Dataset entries
>>>>>
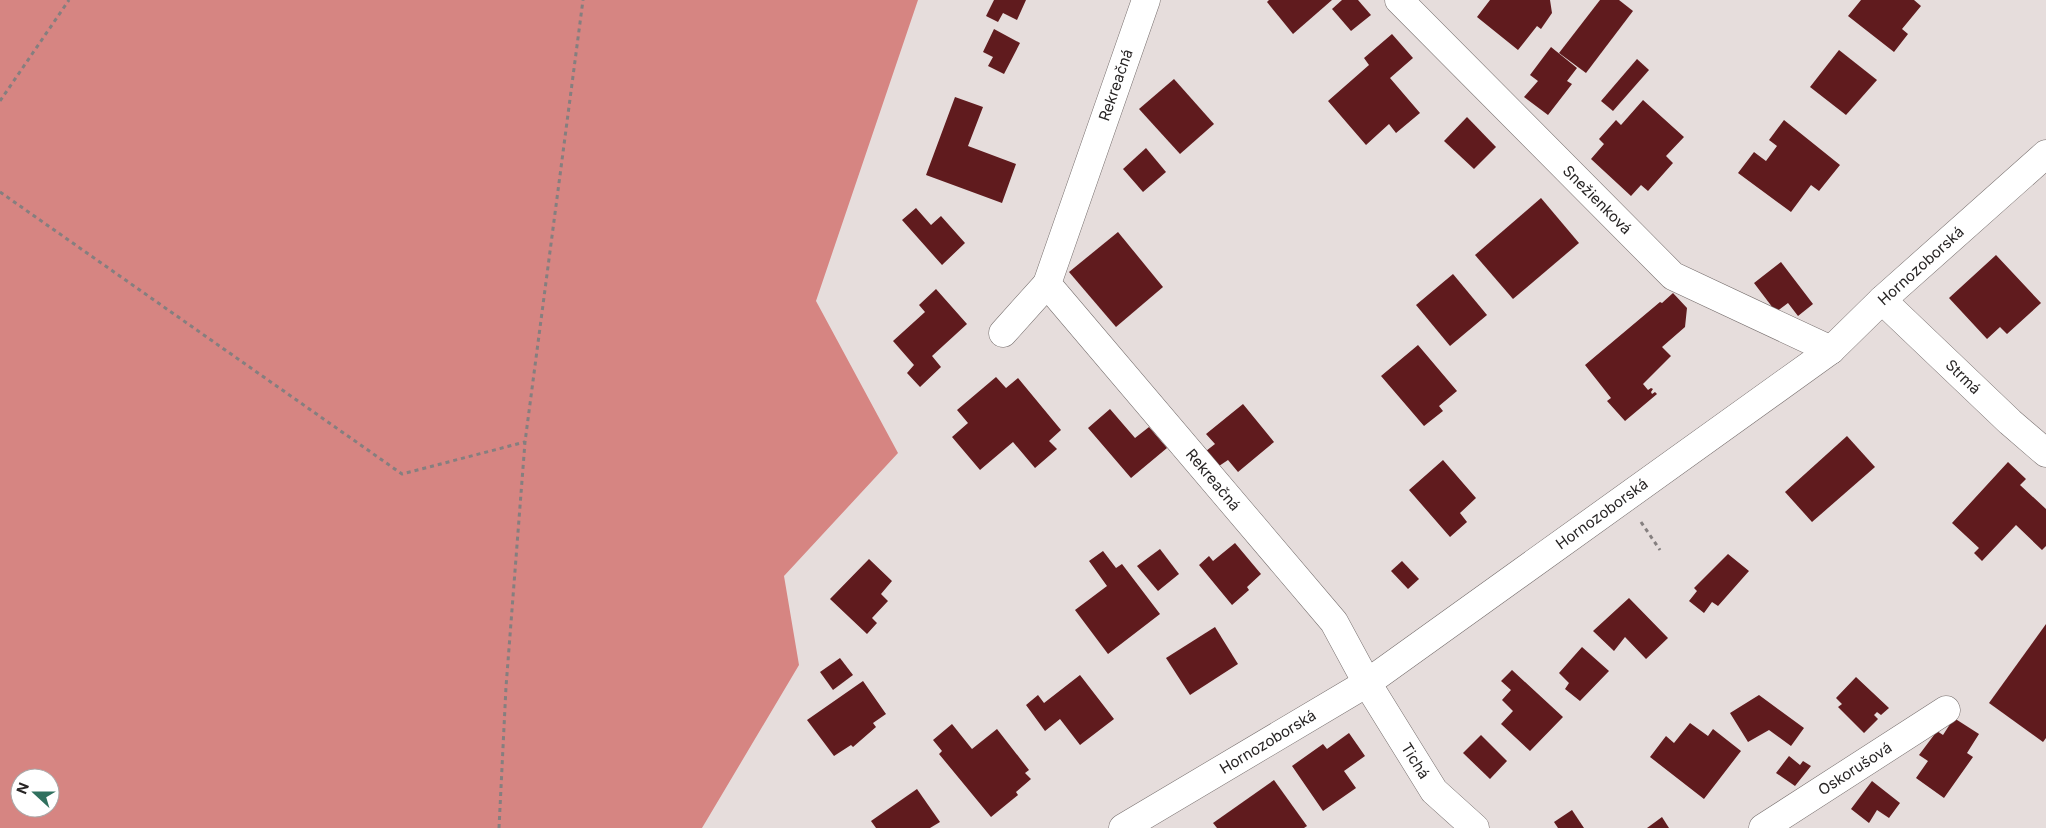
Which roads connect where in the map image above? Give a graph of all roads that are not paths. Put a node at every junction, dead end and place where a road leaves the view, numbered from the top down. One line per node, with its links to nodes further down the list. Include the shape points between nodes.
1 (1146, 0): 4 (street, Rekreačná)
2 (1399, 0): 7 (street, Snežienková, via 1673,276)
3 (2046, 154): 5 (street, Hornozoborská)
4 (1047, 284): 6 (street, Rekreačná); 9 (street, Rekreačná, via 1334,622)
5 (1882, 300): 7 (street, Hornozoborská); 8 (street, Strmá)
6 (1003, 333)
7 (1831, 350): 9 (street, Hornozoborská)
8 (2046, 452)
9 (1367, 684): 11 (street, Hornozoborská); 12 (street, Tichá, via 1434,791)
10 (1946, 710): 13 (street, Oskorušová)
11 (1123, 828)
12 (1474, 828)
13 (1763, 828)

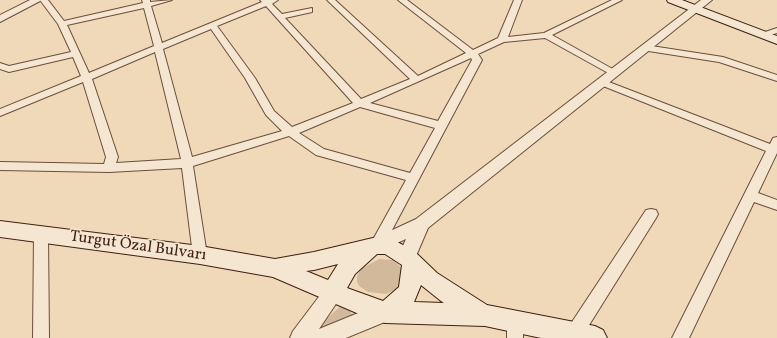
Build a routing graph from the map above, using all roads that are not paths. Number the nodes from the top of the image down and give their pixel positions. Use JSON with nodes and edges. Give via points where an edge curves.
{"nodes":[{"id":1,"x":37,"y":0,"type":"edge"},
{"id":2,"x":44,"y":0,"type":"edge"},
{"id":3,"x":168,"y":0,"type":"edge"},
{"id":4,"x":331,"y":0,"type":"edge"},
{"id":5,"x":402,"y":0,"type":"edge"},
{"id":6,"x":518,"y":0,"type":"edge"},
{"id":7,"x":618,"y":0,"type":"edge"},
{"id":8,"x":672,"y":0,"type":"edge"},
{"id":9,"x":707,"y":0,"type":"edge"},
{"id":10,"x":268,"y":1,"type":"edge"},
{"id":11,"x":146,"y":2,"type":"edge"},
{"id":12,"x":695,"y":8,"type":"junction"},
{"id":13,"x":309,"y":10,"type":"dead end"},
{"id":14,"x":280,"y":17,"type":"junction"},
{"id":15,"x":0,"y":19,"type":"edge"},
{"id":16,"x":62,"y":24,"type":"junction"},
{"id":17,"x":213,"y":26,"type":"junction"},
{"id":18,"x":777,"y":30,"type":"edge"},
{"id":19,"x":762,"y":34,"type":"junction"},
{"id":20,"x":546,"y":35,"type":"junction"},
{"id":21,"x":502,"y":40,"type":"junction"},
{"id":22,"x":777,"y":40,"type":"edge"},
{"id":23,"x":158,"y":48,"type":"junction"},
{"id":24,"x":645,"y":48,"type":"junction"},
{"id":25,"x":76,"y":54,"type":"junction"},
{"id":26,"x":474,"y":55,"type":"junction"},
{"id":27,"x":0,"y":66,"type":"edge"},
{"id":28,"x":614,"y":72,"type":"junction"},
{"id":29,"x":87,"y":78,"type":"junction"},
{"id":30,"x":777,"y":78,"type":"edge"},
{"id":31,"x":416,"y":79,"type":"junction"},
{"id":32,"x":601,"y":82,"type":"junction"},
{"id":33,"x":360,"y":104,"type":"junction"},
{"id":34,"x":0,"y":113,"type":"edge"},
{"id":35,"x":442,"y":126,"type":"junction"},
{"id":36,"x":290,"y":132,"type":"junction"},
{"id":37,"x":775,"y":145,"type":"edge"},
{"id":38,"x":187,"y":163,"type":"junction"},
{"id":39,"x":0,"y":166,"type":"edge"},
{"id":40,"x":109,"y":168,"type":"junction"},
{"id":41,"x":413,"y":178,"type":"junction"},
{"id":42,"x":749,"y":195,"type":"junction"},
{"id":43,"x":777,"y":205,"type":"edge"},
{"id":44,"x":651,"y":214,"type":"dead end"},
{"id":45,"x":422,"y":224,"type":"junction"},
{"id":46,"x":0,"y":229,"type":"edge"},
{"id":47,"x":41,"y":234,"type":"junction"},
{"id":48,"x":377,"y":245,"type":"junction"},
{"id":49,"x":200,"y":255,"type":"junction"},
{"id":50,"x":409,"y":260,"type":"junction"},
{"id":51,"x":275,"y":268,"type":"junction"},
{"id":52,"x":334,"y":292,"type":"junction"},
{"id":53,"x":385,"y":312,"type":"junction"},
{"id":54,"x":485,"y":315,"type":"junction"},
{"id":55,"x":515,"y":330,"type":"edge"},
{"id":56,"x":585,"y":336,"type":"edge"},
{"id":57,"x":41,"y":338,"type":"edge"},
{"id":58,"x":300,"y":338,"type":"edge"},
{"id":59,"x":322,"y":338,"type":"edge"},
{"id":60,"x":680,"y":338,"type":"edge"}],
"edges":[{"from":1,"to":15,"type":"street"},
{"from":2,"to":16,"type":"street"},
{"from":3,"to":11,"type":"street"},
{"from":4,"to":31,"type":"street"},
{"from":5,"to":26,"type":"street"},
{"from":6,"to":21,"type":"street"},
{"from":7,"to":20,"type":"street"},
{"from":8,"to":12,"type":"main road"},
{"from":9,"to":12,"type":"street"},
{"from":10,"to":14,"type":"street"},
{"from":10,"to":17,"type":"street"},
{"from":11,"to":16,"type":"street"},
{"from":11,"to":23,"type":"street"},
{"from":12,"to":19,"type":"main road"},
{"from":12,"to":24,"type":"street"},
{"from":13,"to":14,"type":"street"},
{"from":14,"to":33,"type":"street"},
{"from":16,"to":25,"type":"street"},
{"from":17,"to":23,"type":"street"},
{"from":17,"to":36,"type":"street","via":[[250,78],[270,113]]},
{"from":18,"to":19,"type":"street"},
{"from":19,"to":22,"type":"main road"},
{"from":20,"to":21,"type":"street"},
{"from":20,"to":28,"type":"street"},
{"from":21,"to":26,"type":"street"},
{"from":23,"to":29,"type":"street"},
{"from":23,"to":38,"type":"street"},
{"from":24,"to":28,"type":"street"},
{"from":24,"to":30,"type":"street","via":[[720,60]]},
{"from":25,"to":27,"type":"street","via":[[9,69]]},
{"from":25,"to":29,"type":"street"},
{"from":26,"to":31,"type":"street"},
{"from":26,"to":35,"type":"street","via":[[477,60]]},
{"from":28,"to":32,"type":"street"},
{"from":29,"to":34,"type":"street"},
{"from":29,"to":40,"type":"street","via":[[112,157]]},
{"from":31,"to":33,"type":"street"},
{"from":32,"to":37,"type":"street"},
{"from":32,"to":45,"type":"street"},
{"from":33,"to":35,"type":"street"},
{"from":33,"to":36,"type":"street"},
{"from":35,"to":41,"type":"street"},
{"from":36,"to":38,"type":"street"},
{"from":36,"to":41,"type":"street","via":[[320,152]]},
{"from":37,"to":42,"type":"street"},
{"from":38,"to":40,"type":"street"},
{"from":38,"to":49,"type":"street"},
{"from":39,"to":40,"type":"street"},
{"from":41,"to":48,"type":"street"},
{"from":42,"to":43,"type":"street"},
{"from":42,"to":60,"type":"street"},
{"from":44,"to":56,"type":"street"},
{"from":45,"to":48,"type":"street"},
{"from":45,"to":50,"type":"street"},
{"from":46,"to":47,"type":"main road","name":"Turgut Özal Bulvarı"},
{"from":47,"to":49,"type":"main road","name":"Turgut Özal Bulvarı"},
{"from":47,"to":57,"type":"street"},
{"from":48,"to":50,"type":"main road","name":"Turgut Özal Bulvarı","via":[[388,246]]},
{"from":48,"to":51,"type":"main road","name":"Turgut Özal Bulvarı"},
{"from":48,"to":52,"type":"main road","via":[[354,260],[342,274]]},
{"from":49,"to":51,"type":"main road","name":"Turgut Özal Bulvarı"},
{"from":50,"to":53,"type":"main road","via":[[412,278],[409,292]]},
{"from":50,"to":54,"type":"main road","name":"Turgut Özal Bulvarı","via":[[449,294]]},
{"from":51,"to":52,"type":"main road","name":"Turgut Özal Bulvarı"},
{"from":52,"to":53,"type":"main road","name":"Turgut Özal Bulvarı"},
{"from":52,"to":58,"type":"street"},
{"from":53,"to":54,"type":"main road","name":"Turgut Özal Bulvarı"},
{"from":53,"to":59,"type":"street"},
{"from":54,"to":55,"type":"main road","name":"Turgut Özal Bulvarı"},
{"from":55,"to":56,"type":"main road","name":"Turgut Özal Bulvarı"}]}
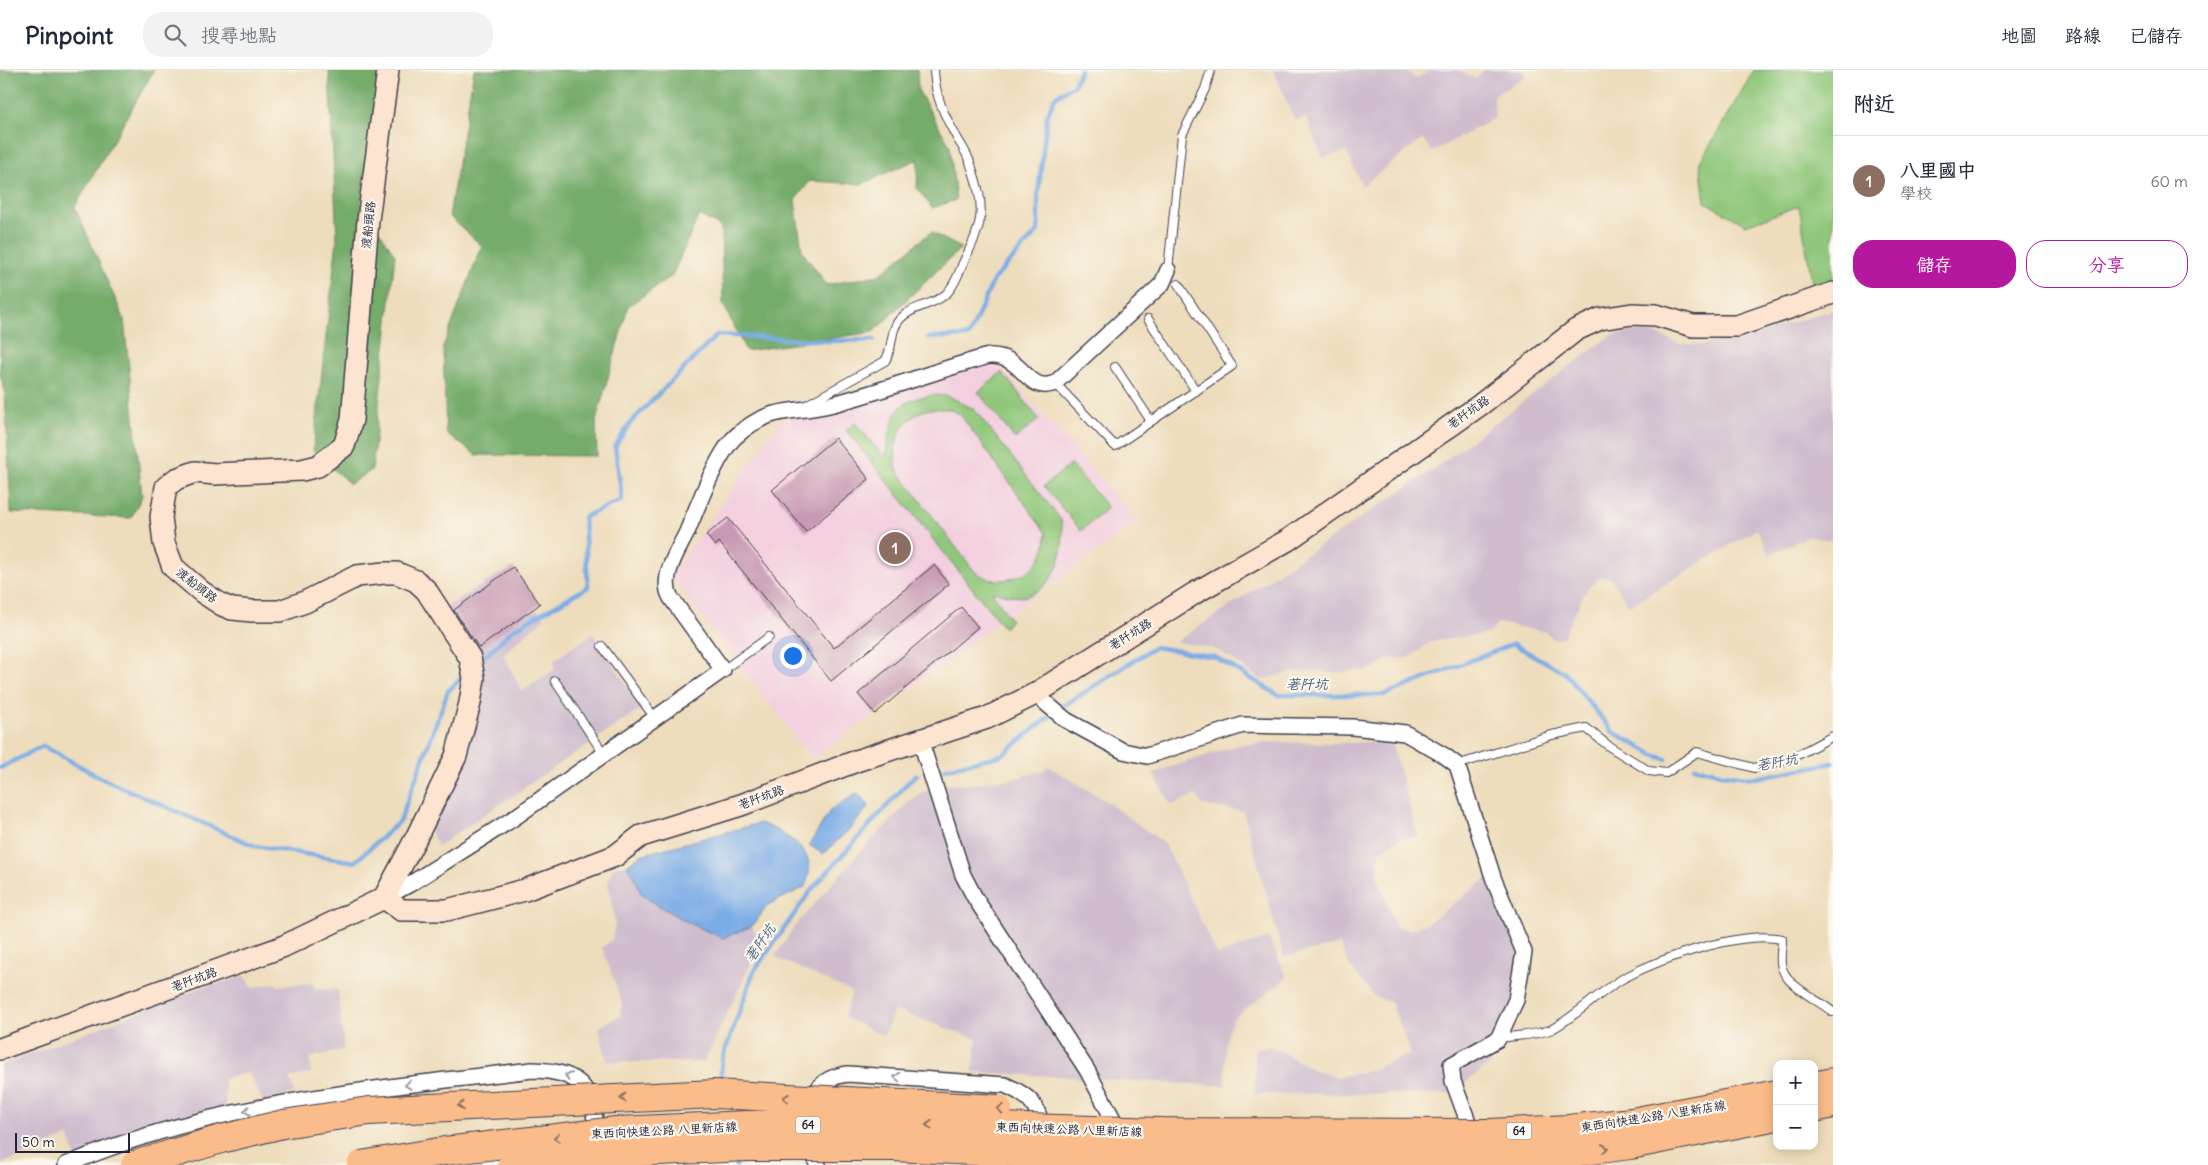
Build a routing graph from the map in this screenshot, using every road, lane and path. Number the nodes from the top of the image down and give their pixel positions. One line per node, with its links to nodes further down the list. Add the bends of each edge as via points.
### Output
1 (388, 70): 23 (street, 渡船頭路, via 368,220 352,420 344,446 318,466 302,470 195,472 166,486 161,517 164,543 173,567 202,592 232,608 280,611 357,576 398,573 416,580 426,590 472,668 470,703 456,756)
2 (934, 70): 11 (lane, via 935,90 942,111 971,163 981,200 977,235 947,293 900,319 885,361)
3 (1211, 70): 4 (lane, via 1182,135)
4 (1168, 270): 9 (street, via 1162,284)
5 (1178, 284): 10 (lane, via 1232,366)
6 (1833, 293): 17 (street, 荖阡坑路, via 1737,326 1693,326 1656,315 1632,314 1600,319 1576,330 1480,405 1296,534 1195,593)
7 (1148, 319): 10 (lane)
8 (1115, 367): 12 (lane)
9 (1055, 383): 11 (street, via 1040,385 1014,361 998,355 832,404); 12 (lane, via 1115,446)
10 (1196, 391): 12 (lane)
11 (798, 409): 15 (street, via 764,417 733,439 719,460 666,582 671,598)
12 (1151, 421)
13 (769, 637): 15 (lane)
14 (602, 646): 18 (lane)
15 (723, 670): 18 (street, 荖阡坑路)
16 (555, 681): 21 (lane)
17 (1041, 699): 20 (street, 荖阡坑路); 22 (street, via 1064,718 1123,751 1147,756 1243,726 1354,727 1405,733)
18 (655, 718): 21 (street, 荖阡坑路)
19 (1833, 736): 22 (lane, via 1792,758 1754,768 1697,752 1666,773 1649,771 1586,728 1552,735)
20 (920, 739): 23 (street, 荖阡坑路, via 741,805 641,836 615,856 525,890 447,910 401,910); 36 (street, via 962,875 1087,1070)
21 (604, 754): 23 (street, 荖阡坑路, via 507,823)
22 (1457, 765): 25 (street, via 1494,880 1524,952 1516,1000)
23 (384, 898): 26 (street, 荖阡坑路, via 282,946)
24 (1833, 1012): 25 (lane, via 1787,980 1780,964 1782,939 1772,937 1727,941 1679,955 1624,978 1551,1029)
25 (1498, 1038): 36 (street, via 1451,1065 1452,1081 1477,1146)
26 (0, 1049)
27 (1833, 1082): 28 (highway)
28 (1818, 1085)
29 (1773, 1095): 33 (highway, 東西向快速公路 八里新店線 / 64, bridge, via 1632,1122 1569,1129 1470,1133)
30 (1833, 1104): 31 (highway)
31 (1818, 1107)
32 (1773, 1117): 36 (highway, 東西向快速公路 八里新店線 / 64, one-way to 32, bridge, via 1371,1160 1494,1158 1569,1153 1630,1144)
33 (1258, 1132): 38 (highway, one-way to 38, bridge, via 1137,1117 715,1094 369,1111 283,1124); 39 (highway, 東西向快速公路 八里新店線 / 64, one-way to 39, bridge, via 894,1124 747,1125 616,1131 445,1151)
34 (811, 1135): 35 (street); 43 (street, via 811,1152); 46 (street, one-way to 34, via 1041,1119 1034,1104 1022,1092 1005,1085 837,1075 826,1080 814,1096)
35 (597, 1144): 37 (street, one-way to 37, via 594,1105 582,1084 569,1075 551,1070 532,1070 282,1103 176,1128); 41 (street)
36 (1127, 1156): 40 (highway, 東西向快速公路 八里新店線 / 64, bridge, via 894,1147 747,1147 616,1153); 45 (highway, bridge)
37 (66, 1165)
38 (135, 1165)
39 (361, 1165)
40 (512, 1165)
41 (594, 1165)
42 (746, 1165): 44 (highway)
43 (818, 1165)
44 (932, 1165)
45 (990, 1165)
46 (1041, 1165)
<<<<<
Task description
If a line in the entries above contains "edges", report it.

Task output
Build a routing graph from the map above, using all roads that are not paths. Number the nodes from the top of the image down and give their pixel positions. Use JSON with nodes and edges. Give via points where an edge curves.
"edges":[{"from":1,"to":15,"type":"street"},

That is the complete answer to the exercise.